A new treaty will ban nuclear weapons
By Gaynor Lloyd
Waking unreasonably early this morning, having forgotten the clocks go back an hour, I was struggling to greet the day with cheer. Then I heard the news headlines: the 50th state, Honduras, had just ratified a treaty. To ban nuclear weapons.
The UN Treaty on the Prohibition of Nuclear Weapons (TPNW) opened for signature three years ago. It’s a treaty that will make nuclear weapons illegal in the countries that sign it. The treaty needed 50 countries to ratify it before it before it could come into force – and overnight that milestone was reached.
CND general Secretary Kate Hudson noted: “This is a sea change in international law; never before have nuclear weapons been illegal.”

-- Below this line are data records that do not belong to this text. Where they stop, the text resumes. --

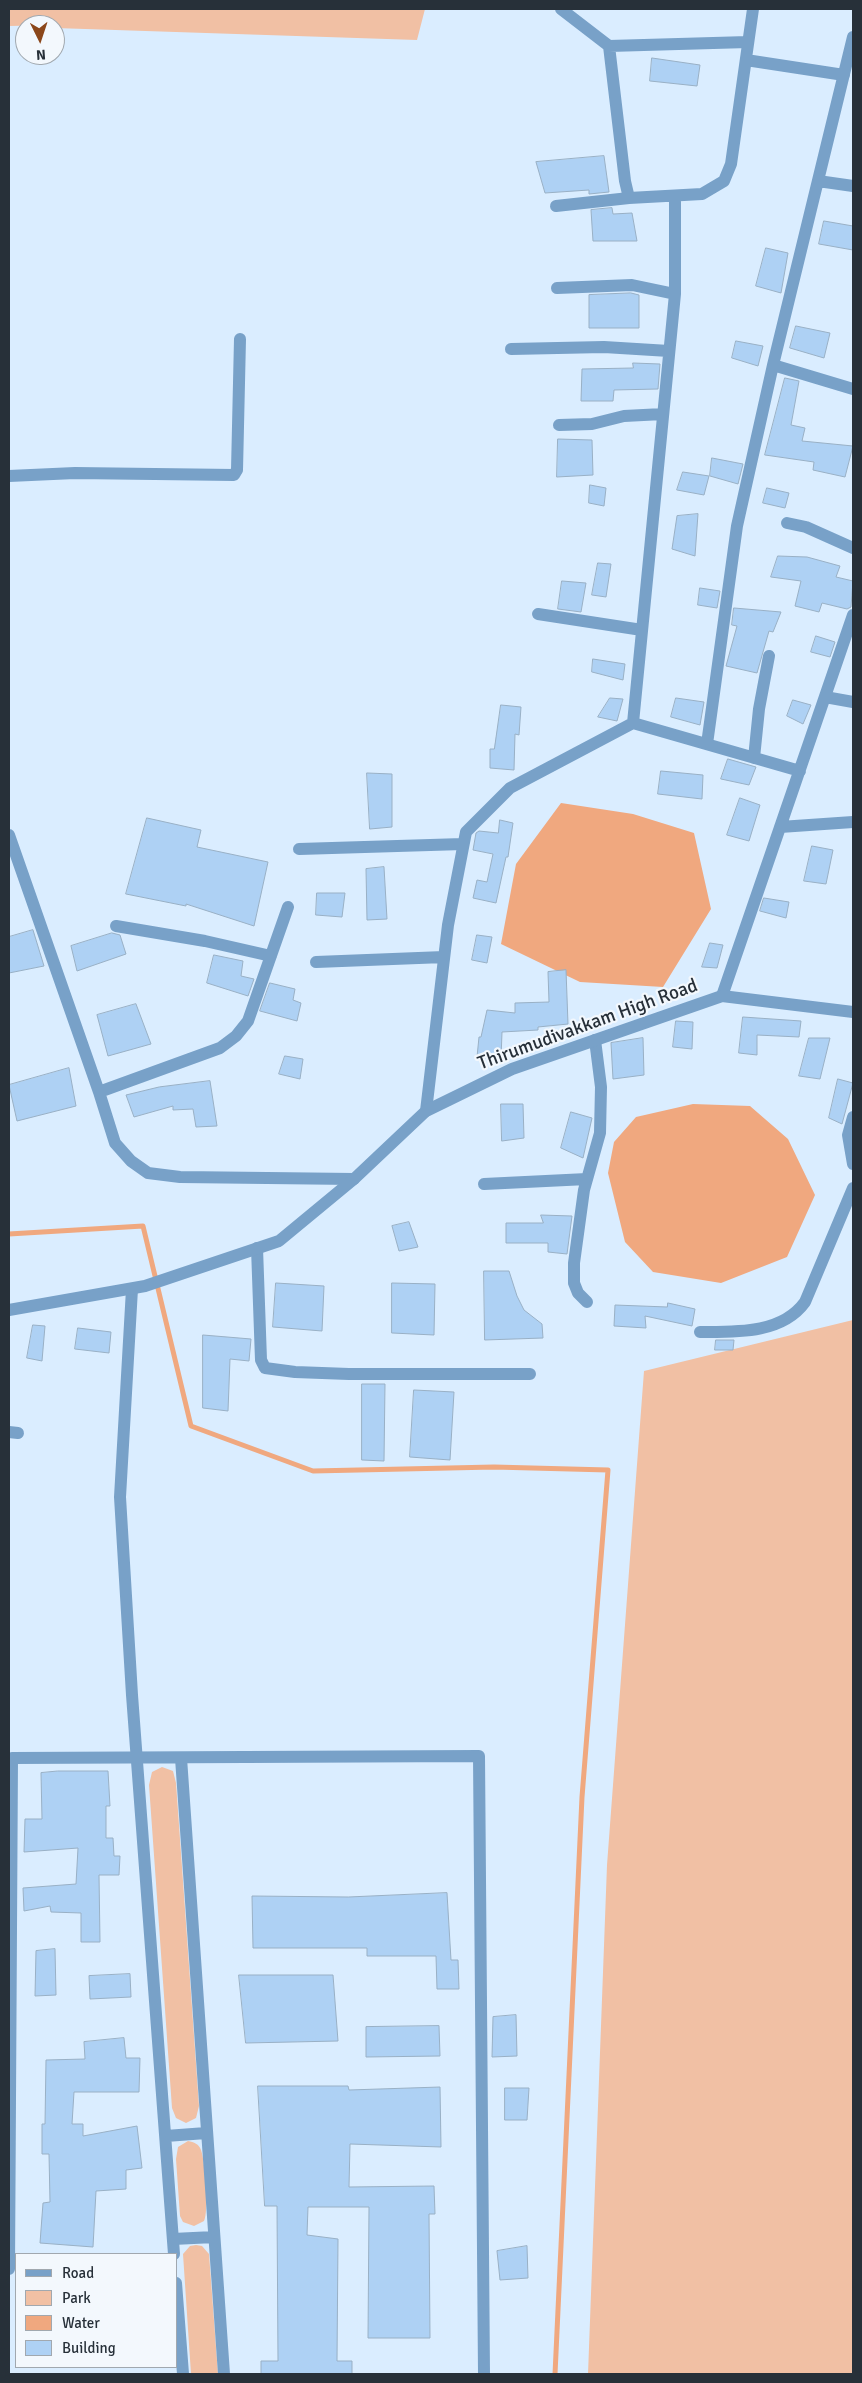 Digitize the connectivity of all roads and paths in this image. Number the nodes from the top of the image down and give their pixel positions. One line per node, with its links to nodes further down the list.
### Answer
1 (561, 9): 5 (street)
2 (753, 9): 4 (street)
3 (853, 37): 7 (street)
4 (748, 42): 5 (street); 6 (street)
5 (609, 46): 11 (street)
6 (746, 60): 7 (street); 10 (street)
7 (844, 75): 8 (street)
8 (818, 180): 9 (street); 18 (street)
9 (853, 186)
10 (675, 196): 11 (street); 14 (street)
11 (629, 198): 12 (street)
12 (556, 206)
13 (557, 288): 14 (street)
14 (675, 294): 17 (street)
15 (240, 339): 22 (street)
16 (511, 349): 17 (street)
17 (670, 351): 20 (street)
18 (773, 365): 19 (street); 32 (street)
19 (853, 388)
20 (663, 414): 21 (street); 27 (street)
21 (559, 425)
22 (9, 476)
23 (787, 523): 24 (street)
24 (853, 548)
25 (538, 614): 27 (street)
26 (853, 615): 29 (street)
27 (642, 630): 31 (street)
28 (769, 656): 33 (street)
29 (825, 697): 30 (street); 34 (street)
30 (853, 702)
31 (633, 723): 32 (street); 38 (street)
32 (707, 744): 33 (street)
33 (754, 758): 34 (street)
34 (800, 771): 36 (street)
35 (853, 822): 36 (street)
36 (780, 827): 45 (street)
37 (9, 835): 48 (street)
38 (464, 844): 39 (street); 43 (street)
39 (300, 849)
40 (288, 907): 42 (street)
41 (116, 926): 42 (street)
42 (271, 956): 48 (street)
43 (444, 957): 44 (street); 49 (street)
44 (316, 962)
45 (722, 996): 46 (street, Thirumudivakkam High Road); 47 (street, Thirumudivakkam High Road)
46 (853, 1012)
47 (595, 1040): 49 (street, Thirumudivakkam High Road); 53 (street)
48 (99, 1092): 52 (street)
49 (426, 1111): 52 (street, Thirumudivakkam High Road)
50 (853, 1117): 51 (street)
51 (853, 1164)
52 (354, 1179): 56 (street, Thirumudivakkam High Road)
53 (587, 1179): 54 (street); 58 (street)
54 (484, 1184)
55 (853, 1188): 60 (street)
56 (257, 1248): 57 (street, Thirumudivakkam High Road); 61 (street)
57 (138, 1288): 59 (street, Thirumudivakkam High Road); 62 (street)
58 (587, 1302)
59 (9, 1310)
60 (700, 1332)
61 (530, 1374)
62 (138, 1758): 63 (street); 65 (street); 69 (street)
63 (181, 1758): 64 (street); 73 (street)
64 (206, 2133): 65 (street); 66 (street)
65 (166, 2136): 67 (street)
66 (214, 2237): 67 (street); 72 (street)
67 (173, 2239): 68 (street)
68 (174, 2253)
69 (9, 2269)
70 (178, 2309): 71 (street)
71 (183, 2374)
72 (224, 2374)
73 (484, 2374)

The treaty will come into force on January 22nd 2021. Shamefully the UK government refused to even participate in the treaty talks and now says it will never sign. The US has written to signatories, telling them they have made “a strategic error” and urging them to rescind their ratification. The Guardian dismissed the achievement as “essentially symbolic”, as the world’s nuclear powers have not signed up to the agreement.
But, for me, what is crucial is what Beatrice Fihn, the Swedish lawyer and executive director of the Nobel Peace Prize-winning campaign International Campaign to Abolish Nuclear weapons, said: “Decades of activism have achieved what many said was impossible: nuclear weapons are banned.”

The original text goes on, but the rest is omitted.